» Extracted data entries:
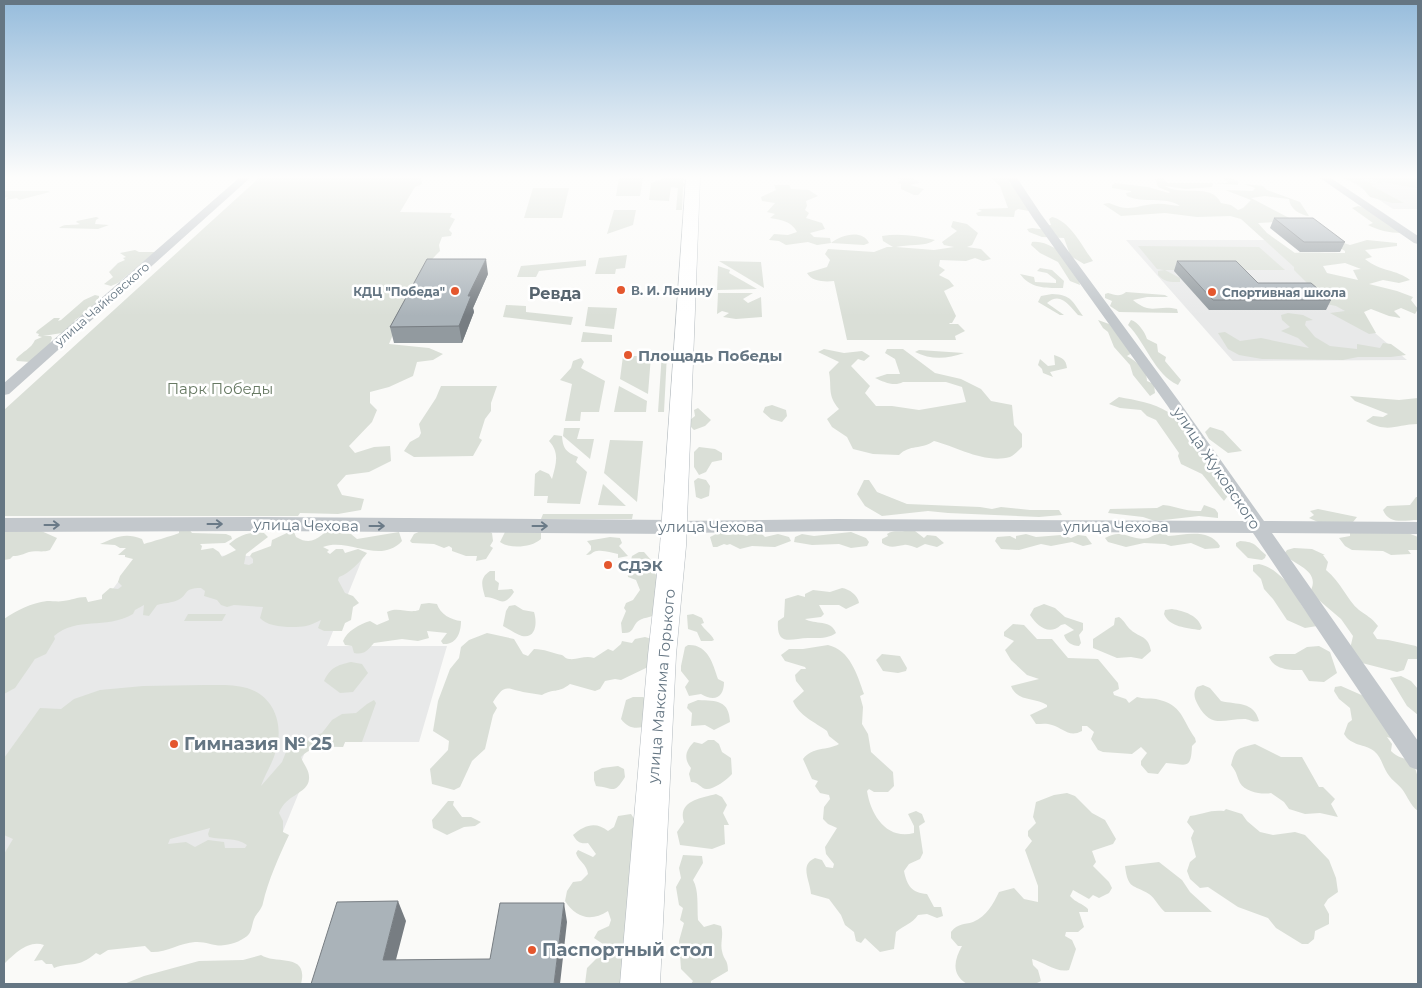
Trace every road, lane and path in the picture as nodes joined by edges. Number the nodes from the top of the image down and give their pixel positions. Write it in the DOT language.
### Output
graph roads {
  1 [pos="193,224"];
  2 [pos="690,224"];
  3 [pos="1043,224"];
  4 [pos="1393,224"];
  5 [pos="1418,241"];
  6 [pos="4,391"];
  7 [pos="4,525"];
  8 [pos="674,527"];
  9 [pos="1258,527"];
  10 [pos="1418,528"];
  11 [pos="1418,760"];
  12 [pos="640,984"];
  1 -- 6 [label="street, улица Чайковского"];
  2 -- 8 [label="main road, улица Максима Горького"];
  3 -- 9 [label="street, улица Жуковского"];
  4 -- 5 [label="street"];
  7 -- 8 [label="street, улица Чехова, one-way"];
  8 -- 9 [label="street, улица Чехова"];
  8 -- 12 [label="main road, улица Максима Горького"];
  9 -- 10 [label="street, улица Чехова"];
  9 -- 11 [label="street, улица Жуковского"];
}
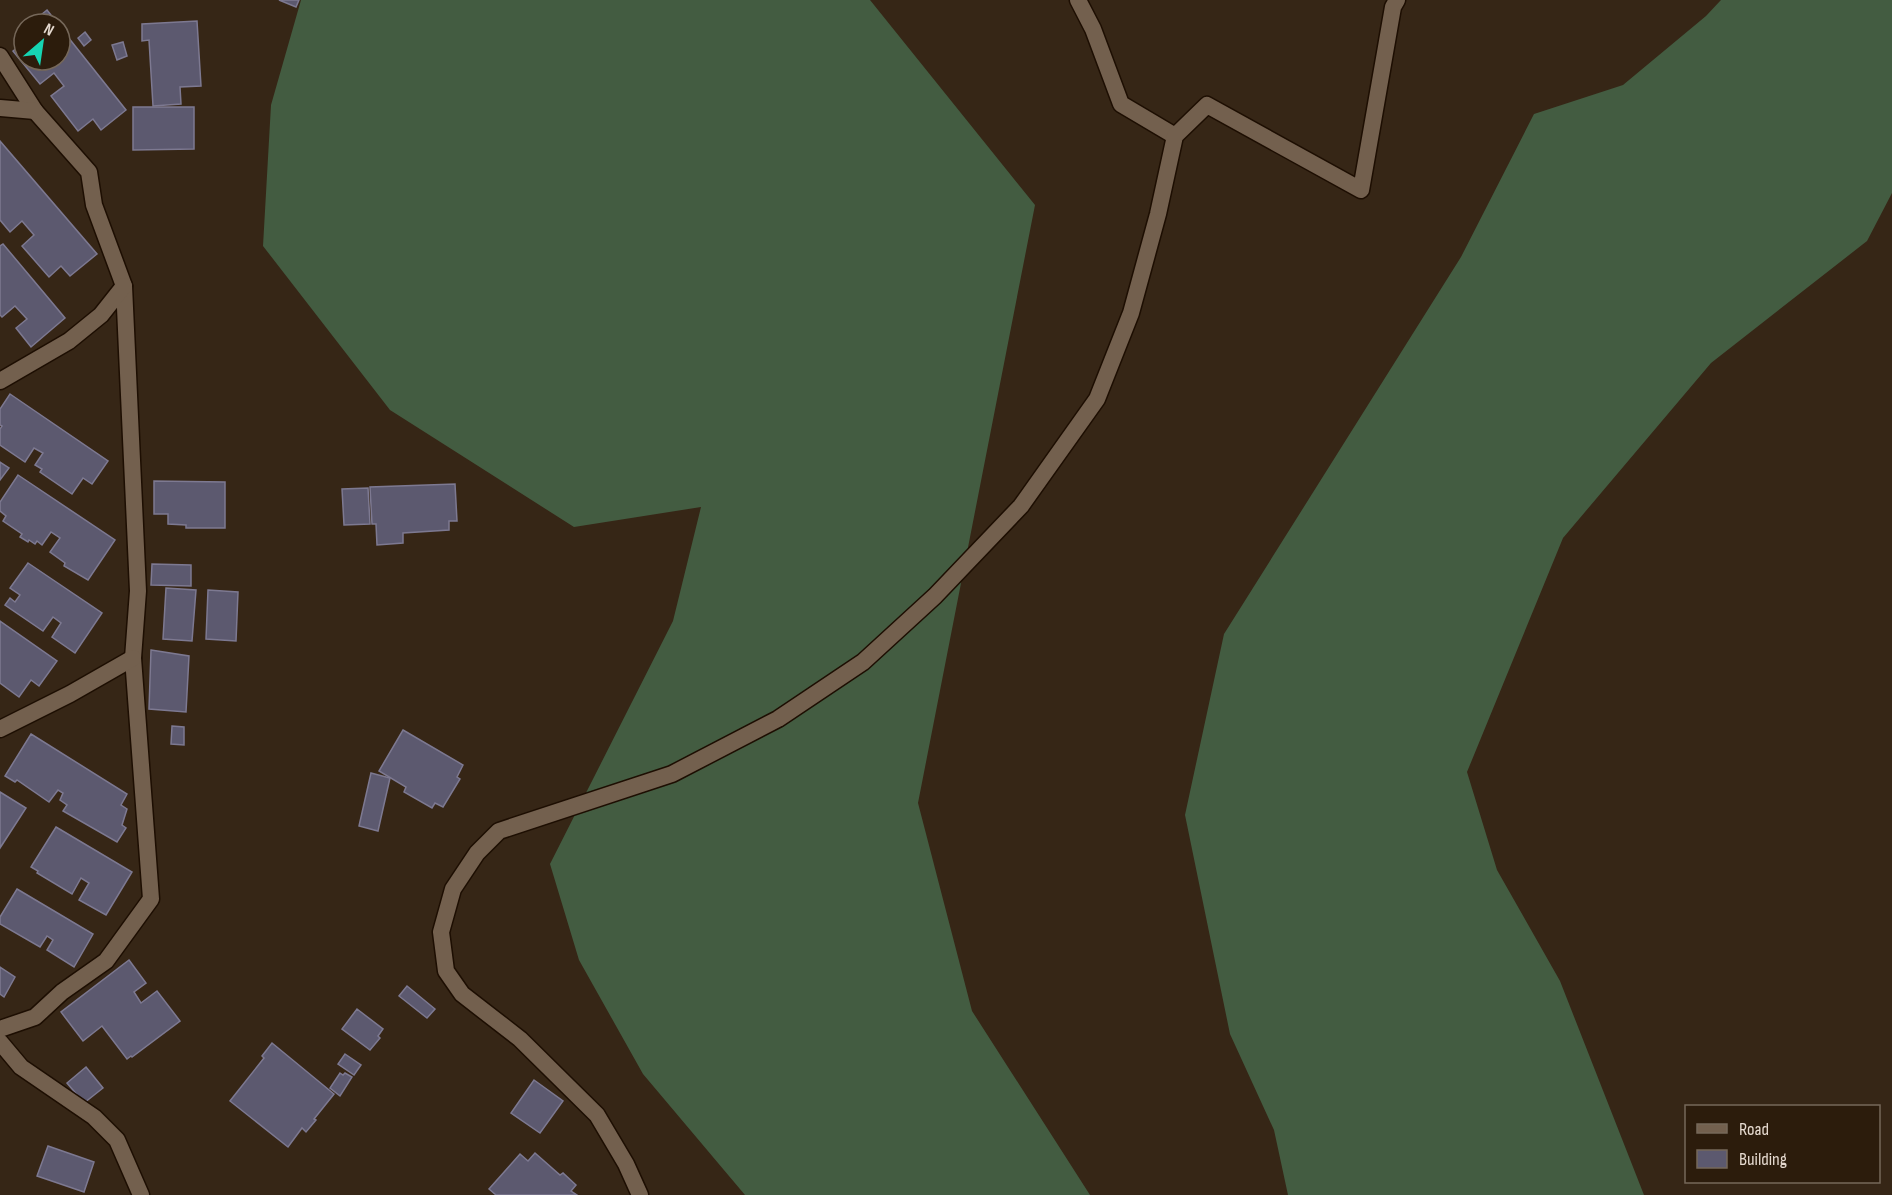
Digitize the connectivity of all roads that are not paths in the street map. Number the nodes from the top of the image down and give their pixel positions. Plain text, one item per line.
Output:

* * *

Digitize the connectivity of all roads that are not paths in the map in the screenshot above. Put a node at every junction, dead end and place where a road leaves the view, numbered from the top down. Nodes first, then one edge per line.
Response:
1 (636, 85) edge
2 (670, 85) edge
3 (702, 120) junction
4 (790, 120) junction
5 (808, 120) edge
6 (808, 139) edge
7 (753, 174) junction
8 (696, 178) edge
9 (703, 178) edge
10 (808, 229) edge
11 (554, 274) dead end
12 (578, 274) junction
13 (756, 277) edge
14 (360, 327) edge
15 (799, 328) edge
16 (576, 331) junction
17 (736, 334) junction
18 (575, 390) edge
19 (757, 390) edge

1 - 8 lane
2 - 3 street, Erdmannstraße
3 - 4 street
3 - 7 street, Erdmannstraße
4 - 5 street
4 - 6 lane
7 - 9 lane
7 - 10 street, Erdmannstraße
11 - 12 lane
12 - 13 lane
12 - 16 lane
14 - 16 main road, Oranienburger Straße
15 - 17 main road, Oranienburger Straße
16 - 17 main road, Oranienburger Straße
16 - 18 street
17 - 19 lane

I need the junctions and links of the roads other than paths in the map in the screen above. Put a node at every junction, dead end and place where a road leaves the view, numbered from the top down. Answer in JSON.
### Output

» What is needed: Gather each line from the entries above that includes the word "pixel".

» Task response:
Trace every road, lane and path in the picture as nodes joined by edges. Number the nodes from the top of the image down and give their pixel positions. Write it in the DOT language.
Digitize the connectivity of all roads that are not paths in the street map. Number the nodes from the top of the image down and give their pixel positions. Plain text, one item per line.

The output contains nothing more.